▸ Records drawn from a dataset
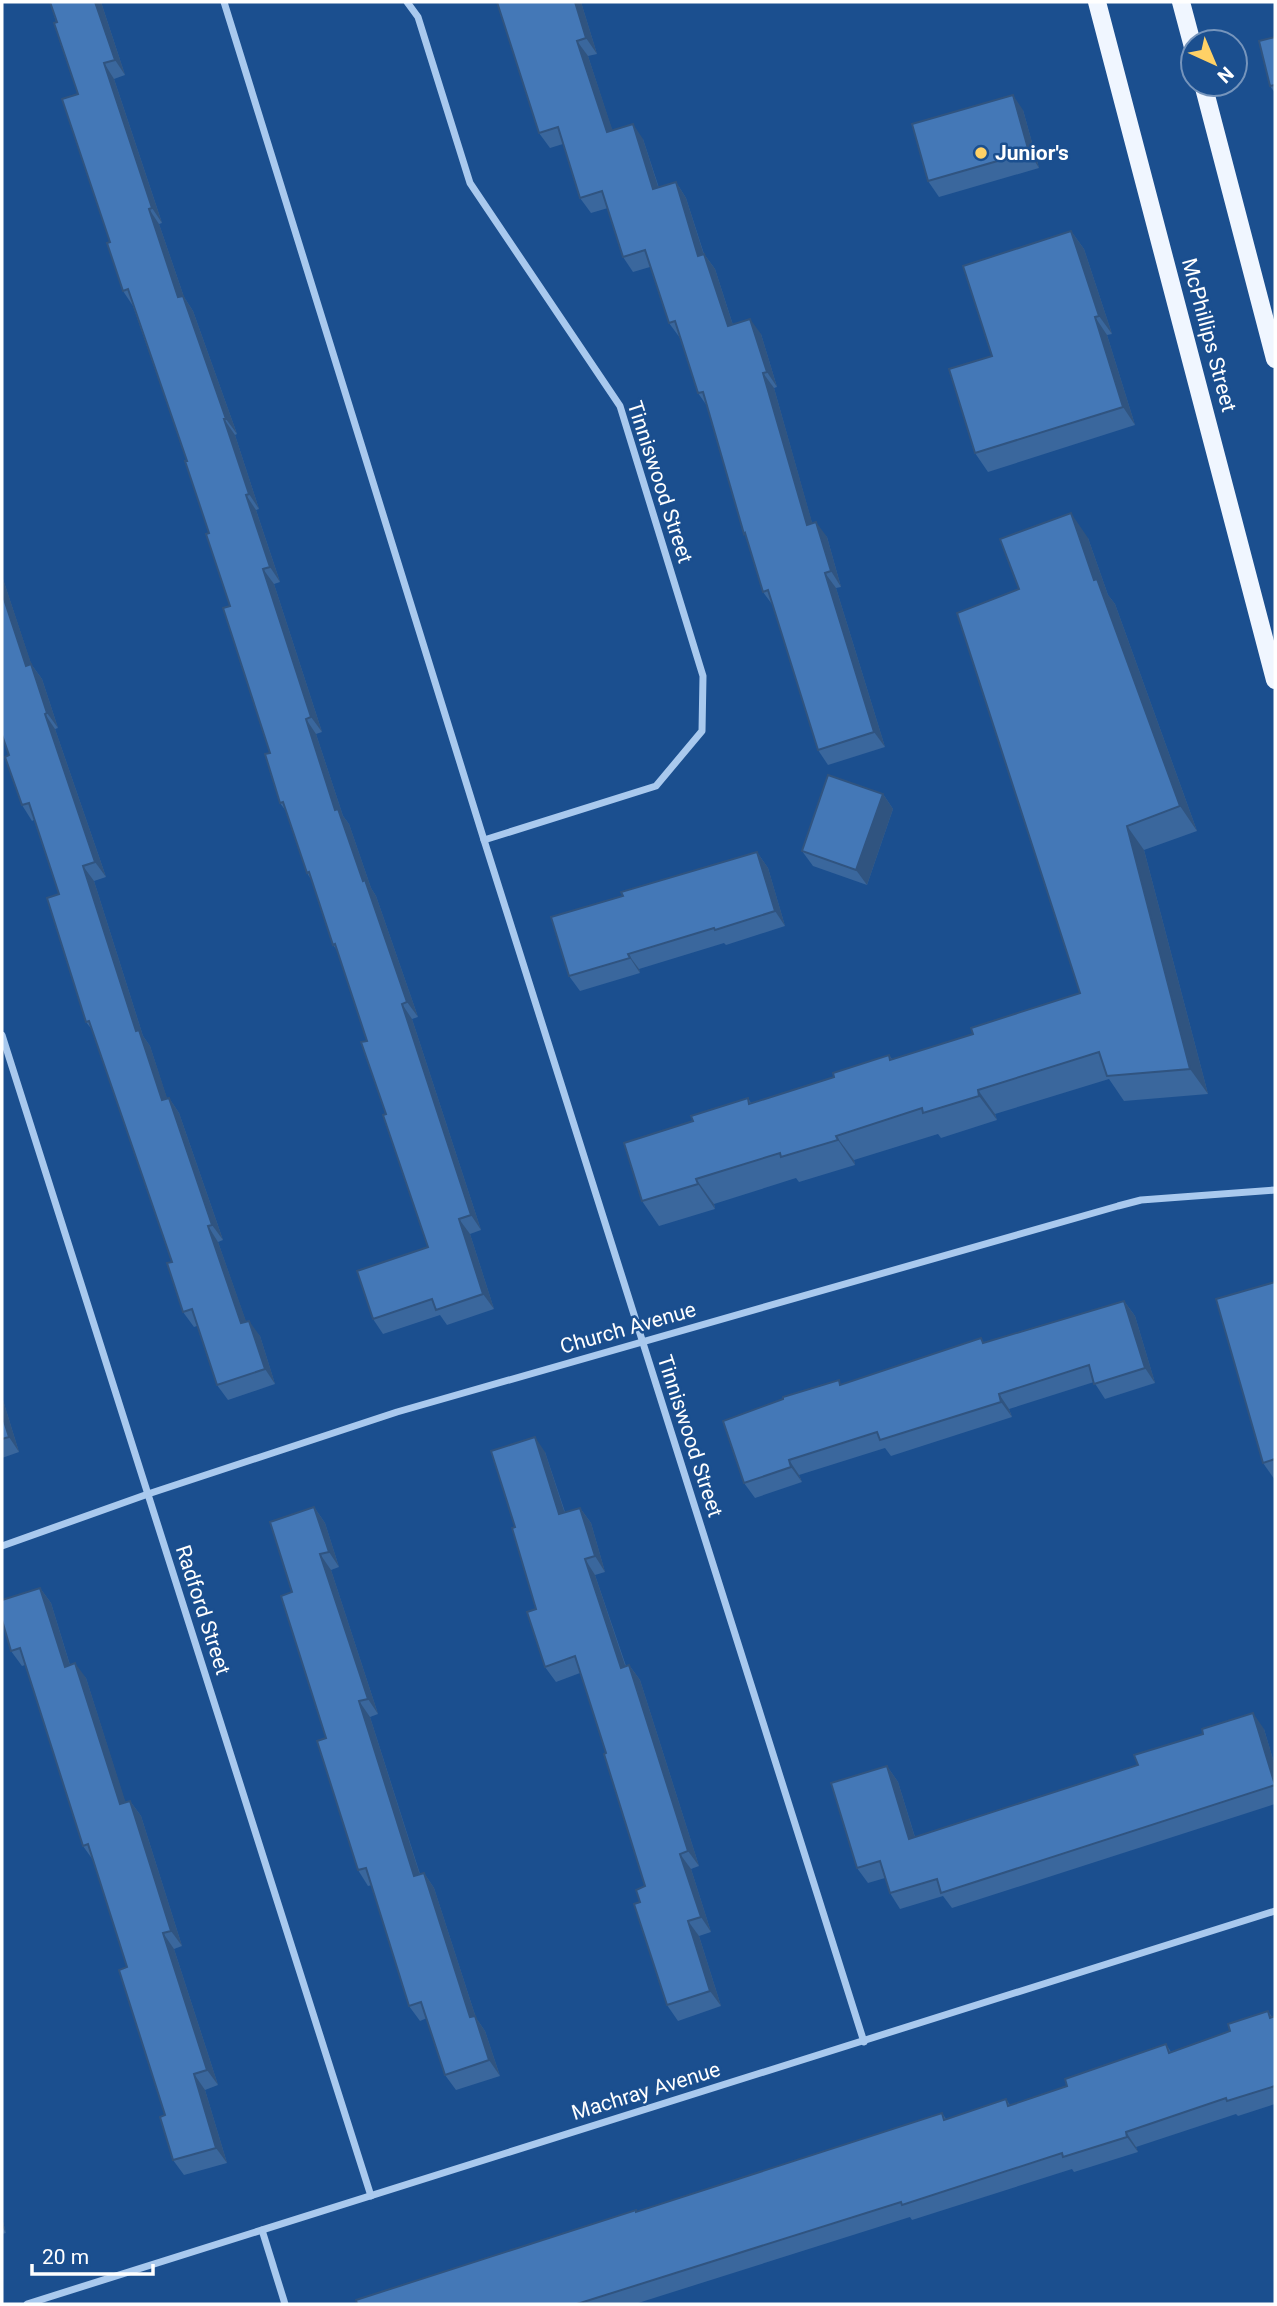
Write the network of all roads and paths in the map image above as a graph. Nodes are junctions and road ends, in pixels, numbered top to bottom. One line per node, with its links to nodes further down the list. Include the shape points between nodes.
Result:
1 (224, 2): 9 (street, Tinniswood Street)
2 (407, 2): 9 (street, Tinniswood Street, via 418,17 470,183 620,406 703,676 702,731 656,786)
3 (1097, 2): 8 (main road, McPhillips Street)
4 (1181, 2): 5 (main road)
5 (1188, 28)
6 (1207, 98): 7 (main road)
7 (1275, 359)
8 (1275, 680)
9 (484, 840): 12 (street, Tinniswood Street)
10 (2, 1035): 13 (street, Radford Street)
11 (1275, 1190): 12 (street, Church Avenue, via 1141,1200)
12 (642, 1342): 13 (street, Church Avenue, via 397,1412); 16 (street, Tinniswood Street)
13 (148, 1494): 14 (street, Church Avenue); 17 (street, Radford Street)
14 (2, 1546)
15 (1275, 1911): 16 (street, Machray Avenue)
16 (864, 2042): 17 (street, Machray Avenue)
17 (371, 2196): 18 (street, Machray Avenue)
18 (262, 2230): 19 (street, Machray Avenue); 20 (street)
19 (27, 2304)
20 (285, 2304)

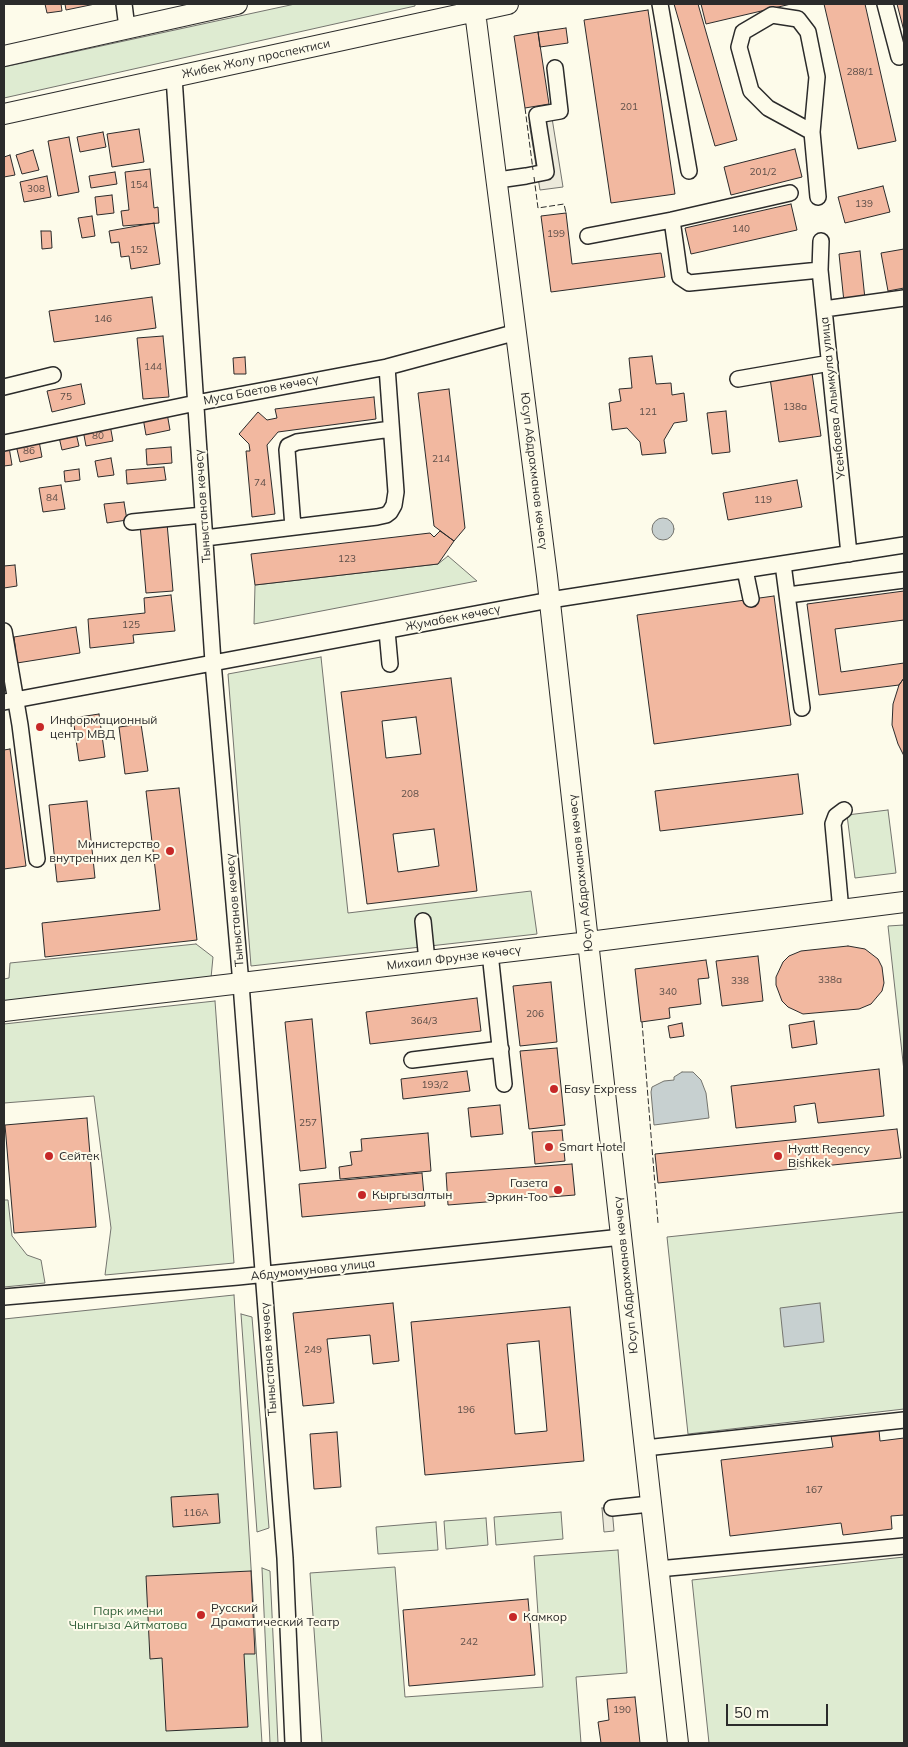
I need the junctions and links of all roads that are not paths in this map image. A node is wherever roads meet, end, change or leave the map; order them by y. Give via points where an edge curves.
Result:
1 (124, 4) edge
2 (236, 4) edge
3 (508, 4) edge
4 (660, 4) edge
5 (885, 4) edge
6 (475, 7) edge
7 (127, 28) junction
8 (4, 56) edge
9 (899, 57) dead end
10 (555, 68) dead end
11 (174, 77) junction
12 (4, 114) edge
13 (812, 132) junction
14 (689, 171) dead end
15 (498, 180) junction
16 (790, 192) dead end
17 (818, 196) dead end
18 (672, 220) junction
19 (588, 236) dead end
20 (820, 241) dead end
21 (820, 270) junction
22 (904, 298) edge
23 (824, 309) junction
24 (517, 332) junction
25 (830, 363) junction
26 (386, 367) junction
27 (53, 375) dead end
28 (738, 379) dead end
29 (4, 387) edge
30 (196, 402) junction
31 (392, 430) junction
32 (4, 443) edge
33 (203, 515) junction
34 (132, 522) dead end
35 (293, 527) junction
36 (205, 538) junction
37 (904, 545) edge
38 (849, 554) junction
39 (783, 564) junction
40 (745, 570) junction
41 (904, 580) edge
42 (788, 595) junction
43 (751, 599) dead end
44 (550, 600) junction
45 (4, 631) edge
46 (387, 631) junction
47 (213, 662) junction
48 (390, 664) dead end
49 (9, 701) edge
50 (802, 708) dead end
51 (844, 810) dead end
52 (37, 859) dead end
53 (904, 902) edge
54 (841, 911) junction
55 (423, 921) dead end
56 (589, 942) junction
57 (490, 953) junction
58 (427, 961) junction
59 (241, 984) junction
60 (4, 1011) edge
61 (501, 1049) junction
62 (412, 1060) dead end
63 (504, 1084) dead end
64 (622, 1238) junction
65 (263, 1275) junction
66 (4, 1298) edge
67 (904, 1420) edge
68 (645, 1448) junction
69 (650, 1504) junction
70 (612, 1508) dead end
71 (904, 1546) edge
72 (658, 1569) junction
73 (292, 1743) edge
74 (678, 1743) edge

1 - 7 street
2 - 7 main road
3 - 6 main road, Жибек Жолу проспектиси
4 - 14 street
5 - 9 street
6 - 11 main road, Жибек Жолу проспектиси
6 - 15 main road, Юсуп Абдрахманов көчөсү
7 - 8 main road
10 - 15 street via 560,111 537,114 546,172
11 - 12 main road, Жибек Жолу проспектиси
11 - 30 street, Тыныстанов көчөсү
13 - 13 street via 817,77 808,32 798,19 772,16 743,32 740,47 751,91 768,108
13 - 17 street
15 - 24 main road, Юсуп Абдрахманов көчөсү
16 - 18 street
18 - 19 street
18 - 21 street via 680,277 689,283
20 - 21 street, Усенбаева Алымкула улица
21 - 23 street, Усенбаева Алымкула улица
22 - 23 street
23 - 25 street, Усенбаева Алымкула улица
24 - 26 street, Муса Баетов көчөсү
24 - 44 main road, Юсуп Абдрахманов көчөсү
25 - 28 street
25 - 38 street, Усенбаева Алымкула улица
26 - 30 street, Муса Баетов көчөсү
26 - 31 street
27 - 29 street
30 - 32 street, Муса Баетов көчөсү
30 - 33 street, Тыныстанов көчөсү
31 - 35 street via 396,492 390,512 377,517
31 - 35 street via 297,442 288,446
33 - 34 street
33 - 36 street, Тыныстанов көчөсү
35 - 36 street
36 - 47 street, Тыныстанов көчөсү
37 - 38 street, Жумабек көчөсү
38 - 39 street, Жумабек көчөсү
39 - 40 street, Жумабек көчөсү
39 - 42 street
40 - 43 street
40 - 44 street, Жумабек көчөсү
41 - 42 street
42 - 50 street
44 - 46 street, Жумабек көчөсү
44 - 56 main road, Юсуп Абдрахманов көчөсү
45 - 49 street
46 - 47 street, Жумабек көчөсү
46 - 48 street
47 - 49 street, Жумабек көчөсү
47 - 59 street, Тыныстанов көчөсү
49 - 52 street via 20,725
51 - 54 street via 836,816 833,824
53 - 54 main road, Михаил Фрунзе көчөсү
54 - 56 main road, Михаил Фрунзе көчөсү
55 - 58 street
56 - 57 main road, Михаил Фрунзе көчөсү
56 - 64 main road, Юсуп Абдрахманов көчөсү
57 - 58 main road, Михаил Фрунзе көчөсү
57 - 61 street
58 - 59 main road, Михаил Фрунзе көчөсү
59 - 60 main road, Михаил Фрунзе көчөсү
59 - 65 street, Тыныстанов көчөсү
61 - 62 street
61 - 63 street
64 - 65 street, Абдумомунова улица
64 - 68 main road, Юсуп Абдрахманов көчөсү
65 - 66 street, Абдумомунова улица
65 - 73 street, Тыныстанов көчөсү via 285,1558
67 - 68 street
68 - 69 main road, Юсуп Абдрахманов көчөсү
69 - 70 street
69 - 72 main road, Юсуп Абдрахманов көчөсү
71 - 72 street
72 - 74 main road, Юсуп Абдрахманов көчөсү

▸ WORK ORDER
Using the records above, find and show each line with the string "links".

▸ REPLY
Write the network of all roads and paths in the map image above as a graph. Nodes are junctions and road ends, in pixels, numbered top to bottom. One line per node, with its links to nodes further down the list. Include the shape points between nodes.
I need the junctions and links of all roads that are not paths in this map image. A node is wherever roads meet, end, change or leave the map; order them by y. Give via points where an edge curves.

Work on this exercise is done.